» **What is expected**:
Write the records out again without change. Leave the pictures behind.

___ Excerpted data ___

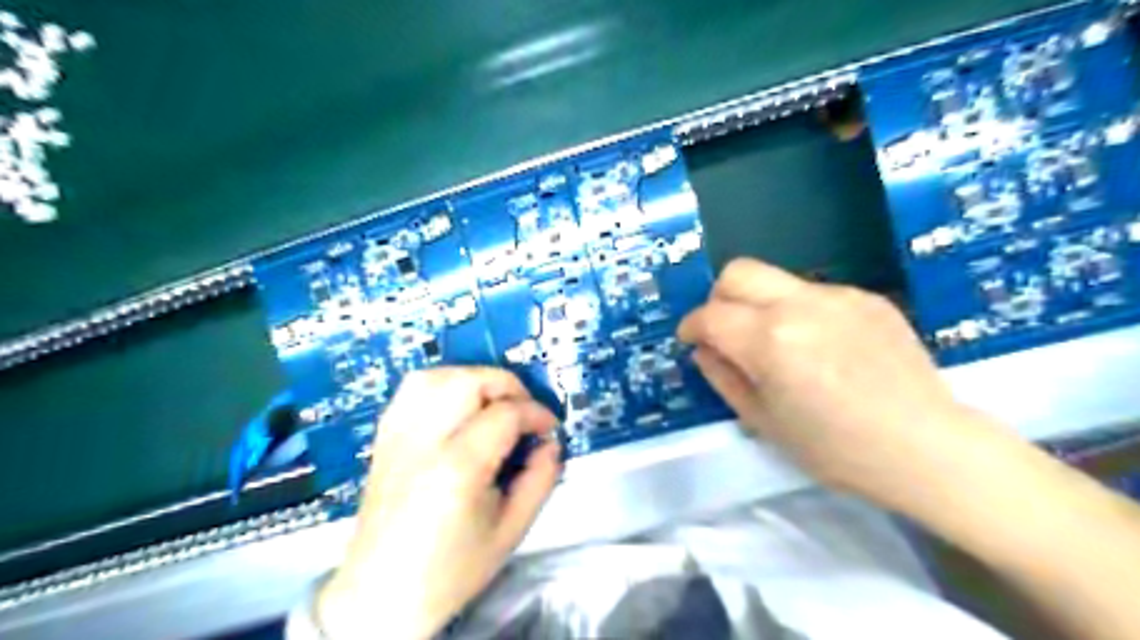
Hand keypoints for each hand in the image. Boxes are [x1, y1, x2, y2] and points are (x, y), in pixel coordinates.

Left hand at [312, 366, 561, 637]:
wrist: (382, 595)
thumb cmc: (452, 569)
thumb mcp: (512, 530)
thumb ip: (541, 479)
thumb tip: (551, 442)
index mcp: (458, 468)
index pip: (506, 414)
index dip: (537, 414)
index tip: (550, 428)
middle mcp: (423, 441)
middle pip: (468, 381)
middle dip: (507, 385)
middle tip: (523, 411)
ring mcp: (397, 435)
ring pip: (436, 376)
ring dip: (473, 379)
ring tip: (492, 403)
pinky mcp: (384, 437)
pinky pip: (411, 389)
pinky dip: (441, 384)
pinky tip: (457, 406)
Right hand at [681, 258, 998, 507]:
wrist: (926, 447)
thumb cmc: (835, 449)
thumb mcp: (763, 422)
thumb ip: (723, 377)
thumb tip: (705, 350)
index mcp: (769, 340)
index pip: (710, 315)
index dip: (692, 327)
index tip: (692, 341)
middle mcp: (799, 305)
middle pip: (738, 273)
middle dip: (719, 298)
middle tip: (726, 331)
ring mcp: (838, 296)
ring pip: (776, 281)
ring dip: (761, 305)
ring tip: (780, 345)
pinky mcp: (867, 298)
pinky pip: (814, 293)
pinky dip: (799, 312)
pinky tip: (821, 347)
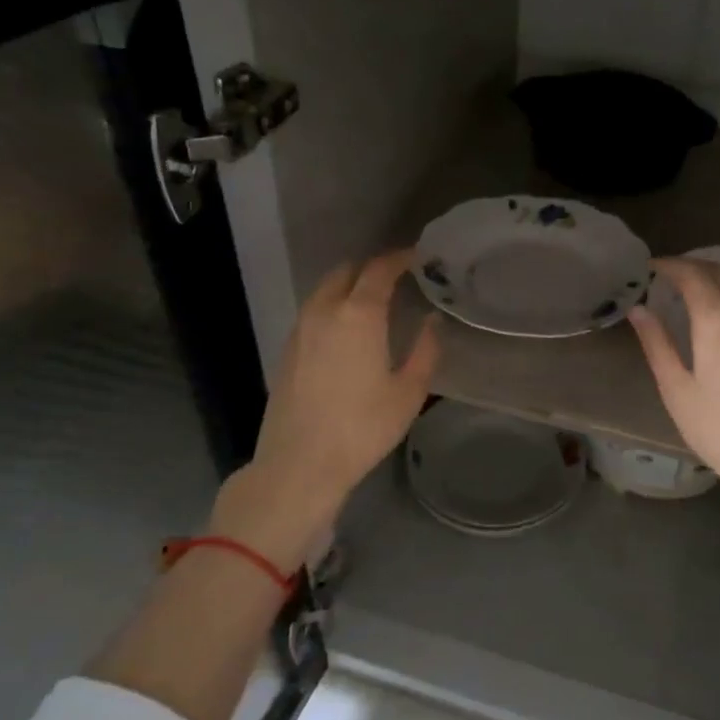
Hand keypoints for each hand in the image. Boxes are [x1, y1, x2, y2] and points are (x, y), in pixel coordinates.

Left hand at [209, 250, 437, 570]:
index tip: (415, 256)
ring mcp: (300, 330)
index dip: (398, 259)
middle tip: (395, 278)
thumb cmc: (363, 428)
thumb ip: (425, 351)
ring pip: (324, 291)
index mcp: (358, 315)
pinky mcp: (287, 350)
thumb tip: (432, 322)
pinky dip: (331, 307)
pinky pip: (312, 313)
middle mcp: (324, 312)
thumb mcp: (408, 393)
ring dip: (348, 286)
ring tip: (371, 301)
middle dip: (370, 268)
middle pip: (346, 273)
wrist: (300, 463)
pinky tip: (345, 330)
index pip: (379, 270)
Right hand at [628, 258, 719, 514]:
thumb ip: (656, 344)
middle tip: (667, 275)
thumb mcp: (677, 390)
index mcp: (718, 321)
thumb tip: (638, 310)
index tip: (649, 268)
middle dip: (692, 266)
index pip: (692, 275)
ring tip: (693, 288)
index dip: (669, 266)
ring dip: (716, 276)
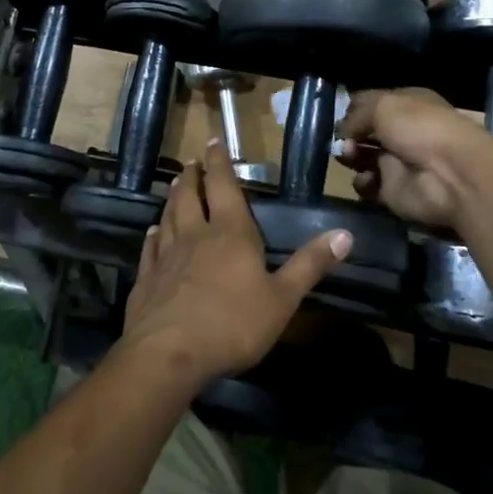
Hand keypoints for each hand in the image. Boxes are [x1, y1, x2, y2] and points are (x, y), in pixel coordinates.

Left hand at [118, 138, 351, 386]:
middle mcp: (196, 235)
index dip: (219, 163)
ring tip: (175, 185)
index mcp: (231, 233)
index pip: (224, 187)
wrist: (170, 352)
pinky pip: (151, 247)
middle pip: (191, 196)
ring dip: (173, 198)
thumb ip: (310, 265)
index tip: (213, 141)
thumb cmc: (233, 323)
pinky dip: (153, 234)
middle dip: (193, 176)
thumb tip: (345, 233)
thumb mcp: (283, 298)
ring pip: (169, 216)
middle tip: (192, 162)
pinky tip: (152, 231)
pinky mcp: (147, 278)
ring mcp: (167, 255)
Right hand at [337, 87, 492, 232]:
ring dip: (350, 156)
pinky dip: (363, 182)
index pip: (371, 102)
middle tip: (341, 139)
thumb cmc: (420, 129)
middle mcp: (401, 132)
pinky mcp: (393, 190)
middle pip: (363, 132)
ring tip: (350, 156)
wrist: (451, 175)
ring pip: (361, 157)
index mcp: (405, 105)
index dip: (353, 108)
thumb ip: (355, 116)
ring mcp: (397, 162)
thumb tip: (342, 132)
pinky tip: (368, 178)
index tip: (337, 114)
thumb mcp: (384, 106)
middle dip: (347, 134)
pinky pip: (368, 185)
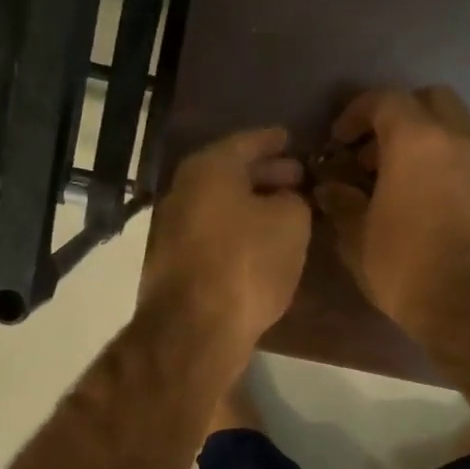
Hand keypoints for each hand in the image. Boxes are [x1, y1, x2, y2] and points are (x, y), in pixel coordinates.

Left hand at [142, 127, 311, 370]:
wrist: (195, 329)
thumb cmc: (246, 264)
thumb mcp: (290, 223)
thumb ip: (292, 200)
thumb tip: (282, 201)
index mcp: (208, 169)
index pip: (246, 142)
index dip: (273, 141)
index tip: (292, 140)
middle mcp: (183, 191)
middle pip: (229, 174)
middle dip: (264, 174)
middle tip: (297, 178)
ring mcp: (172, 229)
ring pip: (220, 205)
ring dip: (251, 206)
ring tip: (284, 212)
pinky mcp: (173, 263)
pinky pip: (213, 233)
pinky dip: (237, 231)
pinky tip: (260, 244)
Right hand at [313, 87, 469, 347]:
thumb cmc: (406, 268)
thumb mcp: (358, 239)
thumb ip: (342, 203)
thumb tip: (329, 187)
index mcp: (418, 141)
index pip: (385, 100)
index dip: (356, 112)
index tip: (340, 140)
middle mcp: (462, 137)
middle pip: (431, 100)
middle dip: (400, 117)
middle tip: (376, 154)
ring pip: (461, 127)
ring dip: (432, 141)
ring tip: (409, 180)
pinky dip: (456, 167)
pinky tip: (440, 203)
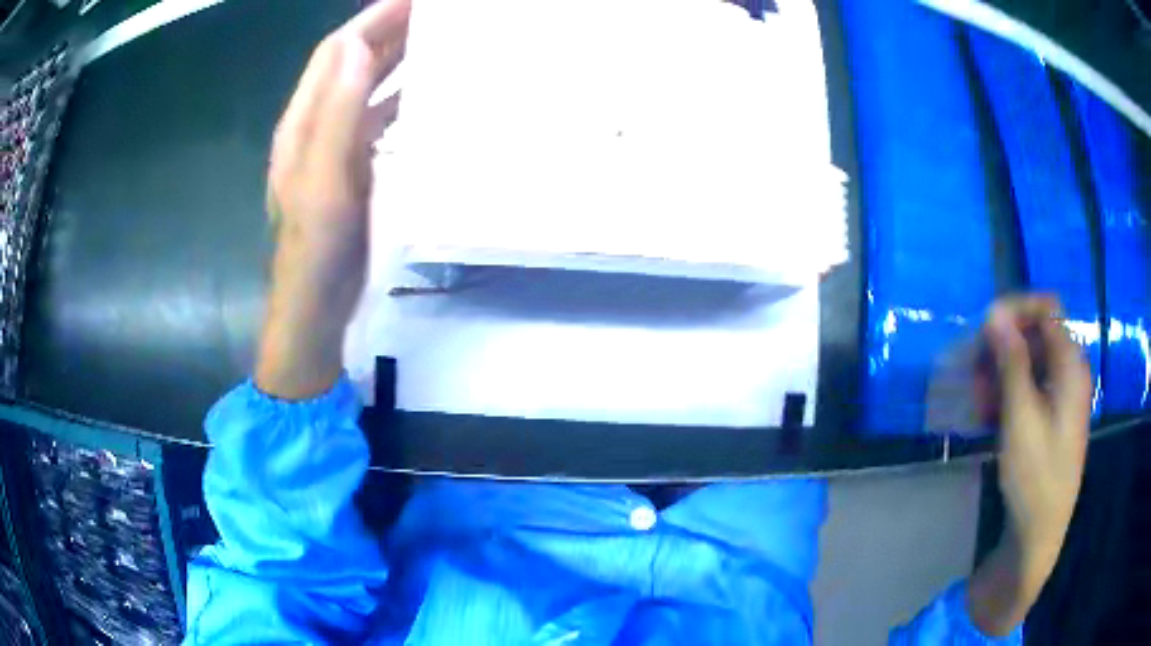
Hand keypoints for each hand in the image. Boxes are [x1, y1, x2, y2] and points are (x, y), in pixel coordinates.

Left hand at [256, 0, 409, 399]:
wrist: (314, 306)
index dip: (374, 18)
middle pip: (352, 63)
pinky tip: (429, 95)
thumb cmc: (317, 249)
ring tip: (439, 40)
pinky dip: (402, 98)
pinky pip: (379, 119)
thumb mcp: (324, 181)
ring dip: (399, 60)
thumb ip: (337, 114)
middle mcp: (317, 125)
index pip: (338, 52)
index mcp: (304, 122)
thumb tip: (358, 47)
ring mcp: (335, 147)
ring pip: (367, 87)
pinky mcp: (354, 169)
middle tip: (437, 12)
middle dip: (390, 30)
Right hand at [967, 295, 1090, 635]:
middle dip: (1002, 345)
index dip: (1015, 309)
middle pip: (1036, 334)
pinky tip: (988, 415)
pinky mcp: (1052, 415)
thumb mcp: (1021, 418)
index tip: (984, 329)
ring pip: (1030, 362)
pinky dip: (1007, 394)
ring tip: (976, 400)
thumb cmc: (1035, 476)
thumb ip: (1011, 362)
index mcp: (1070, 365)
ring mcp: (1061, 395)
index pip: (1046, 308)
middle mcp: (1069, 371)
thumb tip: (994, 312)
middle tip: (972, 371)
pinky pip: (1030, 388)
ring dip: (1001, 372)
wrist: (1039, 534)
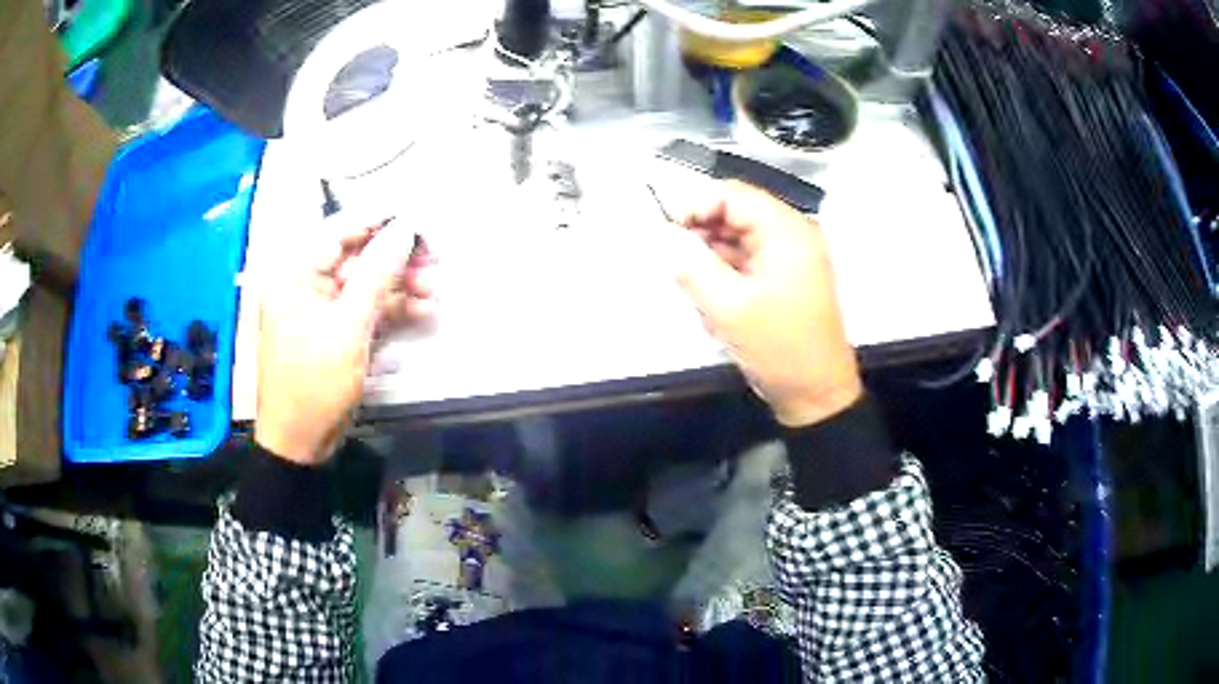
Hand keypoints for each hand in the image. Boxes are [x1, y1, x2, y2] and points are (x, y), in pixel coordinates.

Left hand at [255, 218, 436, 464]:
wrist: (300, 444)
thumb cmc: (315, 383)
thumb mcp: (348, 327)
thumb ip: (377, 274)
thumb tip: (405, 229)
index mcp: (296, 273)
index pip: (341, 230)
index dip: (381, 222)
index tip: (419, 220)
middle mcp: (305, 284)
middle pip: (357, 257)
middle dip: (397, 260)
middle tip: (435, 262)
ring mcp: (319, 309)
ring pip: (364, 285)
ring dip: (400, 288)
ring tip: (435, 294)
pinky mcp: (332, 332)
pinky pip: (362, 310)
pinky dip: (389, 311)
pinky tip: (421, 313)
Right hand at [669, 181, 861, 426]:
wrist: (816, 394)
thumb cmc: (779, 348)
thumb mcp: (728, 307)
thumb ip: (690, 265)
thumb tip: (664, 237)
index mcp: (786, 231)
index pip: (732, 195)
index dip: (695, 207)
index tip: (667, 235)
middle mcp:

___

» **Task answer**:
Hand keypoints for each hand in the image. Boxes are [x1, y1, x2, y2] and points are (x, y), in pixel coordinates.

Left hand at [312, 366, 561, 637]:
wrist: (382, 595)
thumb cmc: (452, 569)
thumb mcp: (512, 530)
thumb ip: (541, 479)
thumb tip: (551, 442)
index mcp: (458, 468)
index pip: (506, 414)
index dip: (537, 414)
index tip: (550, 428)
middle mcp: (423, 441)
middle pip: (468, 381)
middle dip: (507, 385)
middle tip: (523, 411)
ring mcp: (397, 435)
ring pip: (436, 376)
ring dip: (473, 379)
ring tip: (492, 403)
pinky mcp: (384, 437)
pinky pip: (411, 389)
pinky dip: (441, 384)
pinky tip: (457, 406)
Right hand at [681, 258, 998, 507]:
wrist: (926, 447)
thumb cmc: (835, 449)
thumb mcp: (763, 422)
thumb ip: (723, 377)
thumb tip: (705, 350)
index mcp: (769, 340)
index pip: (710, 315)
index dip: (692, 327)
index tip: (692, 341)
middle mcp: (799, 305)
middle pip: (738, 273)
middle dip: (719, 298)
middle tip: (726, 331)
ring mcp: (838, 296)
ring pip: (776, 281)
ring dip: (761, 305)
ring tip: (780, 345)
pinky mcp: (867, 298)
pinky pip: (814, 293)
pinky dip: (799, 312)
pinky tip: (821, 347)
Hand keypoints for each hand in the image. Boxes are [x1, y1, x2, y2] and points are (x, y), in pixel coordinates.

Left hand at [209, 250, 437, 570]:
index tip: (415, 256)
ring mcp: (300, 330)
index dip: (398, 259)
middle tip: (395, 278)
thumb cmc: (363, 428)
thumb ip: (425, 351)
ring pip: (324, 291)
index mcp: (358, 315)
pinky mcp: (287, 350)
thumb tip: (432, 322)
pinky dip: (331, 307)
pinky pip: (312, 313)
middle mcp: (324, 312)
thumb mcp: (408, 393)
ring dip: (348, 286)
ring tip: (371, 301)
middle dip: (370, 268)
middle pip: (346, 273)
wrist: (300, 463)
pinky tip: (345, 330)
index pip: (379, 270)
Right hand at [628, 258, 719, 514]:
thumb ip: (656, 344)
middle tip: (667, 275)
thumb mcp: (677, 390)
index mcp: (718, 321)
thumb tip: (638, 310)
index tip: (649, 268)
middle dip: (692, 266)
index pip: (692, 275)
ring tip: (693, 288)
index dip: (669, 266)
ring dip: (716, 276)
Hand keypoints for each hand in the image. Boxes are [x1, y1, x2, y2] and points are (x, y), in pixel coordinates.

Left hand at [118, 138, 351, 386]:
middle mcp: (196, 235)
index dip: (219, 163)
ring tip: (175, 185)
index mcp: (231, 233)
index pip: (224, 187)
wrist: (170, 352)
pinky pip: (151, 247)
middle pip: (191, 196)
ring dip: (173, 198)
thumb ip: (310, 265)
index tip: (213, 141)
thumb cmc: (233, 323)
pinky dip: (153, 234)
middle dip: (193, 176)
thumb tip: (345, 233)
thumb mcp: (283, 298)
ring pip: (169, 216)
middle tip: (192, 162)
pinky tip: (152, 231)
pinky mcp: (147, 278)
ring mcp: (167, 255)
Right hand at [337, 87, 492, 232]:
ring dip: (350, 156)
pinky dip: (363, 182)
index pip: (371, 102)
middle tip: (341, 139)
thumb cmc: (420, 129)
middle mcp: (401, 132)
pinky mcp: (393, 190)
middle pip: (363, 132)
ring tip: (350, 156)
wrist: (451, 175)
ring pip: (361, 157)
index mcp: (405, 105)
index dip: (353, 108)
thumb ip: (355, 116)
ring mcp: (397, 162)
thumb tip: (342, 132)
pinky tip: (368, 178)
index tip: (337, 114)
thumb mcp: (384, 106)
middle dip: (347, 134)
pinky pip: (368, 185)
Hand keypoints for each hand in the image. Boxes are [x1, y1, x2, y2] and points are (x, y), in pixel coordinates.

Left hand at [142, 127, 311, 370]:
wrist: (195, 329)
thumb cmc: (246, 264)
thumb mcp: (290, 223)
thumb ip: (292, 200)
thumb tip: (282, 201)
index mcp: (208, 169)
index pip: (246, 142)
index dip: (273, 141)
index tip: (292, 140)
middle mcp: (183, 191)
middle pip: (229, 174)
middle dip: (264, 174)
middle tip: (297, 178)
ring mcp: (172, 229)
ring pip: (220, 205)
ring dip: (251, 206)
ring tip: (284, 212)
pinky mcp: (173, 263)
pinky pip: (213, 233)
pinky dip: (237, 231)
pinky tip: (260, 244)
Right hand at [313, 87, 469, 347]:
thumb cmc: (406, 268)
thumb mcp: (358, 239)
thumb ip: (342, 203)
thumb tip: (329, 187)
index mcp: (418, 141)
index pip: (385, 100)
index dip: (356, 112)
index tip: (340, 140)
middle mcp: (462, 137)
middle pip: (431, 100)
middle dip: (400, 117)
middle tip: (376, 154)
ring pip: (461, 127)
ring dip: (432, 141)
ring tip: (409, 180)
pinky dip: (456, 167)
pinky tip: (440, 203)
Hand keypoints for each hand in the image. Boxes are [x1, y1, x2, y2] and points are (x, y), in pixel coordinates.

Left hand at [256, 0, 409, 399]:
wrist: (314, 306)
index dip: (374, 18)
middle pip: (352, 63)
pinky tip: (429, 95)
thumb cmc: (317, 249)
ring tip: (439, 40)
pinky dip: (402, 98)
pinky pip: (379, 119)
thumb mcp: (324, 181)
ring dip: (399, 60)
thumb ip: (337, 114)
middle mcp: (317, 125)
index pip: (338, 52)
index mcp: (304, 122)
thumb tip: (358, 47)
ring mcp: (335, 147)
ring pip: (367, 87)
pinky mcp: (354, 169)
middle tip: (437, 12)
middle dip: (390, 30)
Right hand at [967, 295, 1090, 635]:
middle dip: (1002, 345)
index dip: (1015, 309)
middle pip: (1036, 334)
pinky tip: (988, 415)
pinky mcp: (1052, 415)
thumb mcp: (1021, 418)
index tip: (984, 329)
ring pip: (1030, 362)
pinky dip: (1007, 394)
ring tip: (976, 400)
thumb cmc: (1035, 476)
thumb ip: (1011, 362)
index mcp: (1070, 365)
ring mcp: (1061, 395)
index pip: (1046, 308)
middle mcp: (1069, 371)
thumb tip: (994, 312)
middle tip: (972, 371)
pinky pip: (1030, 388)
ring dip: (1001, 372)
wrist: (1039, 534)
Hand keypoints for each hand in the image. Boxes are [x1, y1, x2, y2] and points are (x, y), in pixel coordinates.

Left hand at [255, 218, 436, 464]:
wrist: (300, 444)
thumb cmc: (315, 383)
thumb mcp: (348, 327)
thumb ip: (377, 274)
thumb tip: (405, 229)
index mcp: (296, 273)
index pip: (341, 230)
index dip: (381, 222)
index tip: (419, 220)
middle mcp: (305, 284)
middle pip: (357, 257)
middle dip: (397, 260)
middle tip: (435, 262)
ring mcp: (319, 309)
ring pip: (364, 285)
ring dip: (400, 288)
ring tip: (435, 294)
pinky mcp: (332, 332)
pinky pip: (362, 310)
pinky dip: (389, 311)
pinky tip: (421, 313)
Right hand at [669, 181, 861, 426]:
wrist: (816, 394)
thumb cmc: (779, 348)
thumb mcp: (728, 307)
thumb ip: (690, 265)
thumb tip: (664, 237)
index mcp: (786, 231)
index pip: (732, 195)
index dip: (695, 207)
index tip: (667, 235)
middle mcp:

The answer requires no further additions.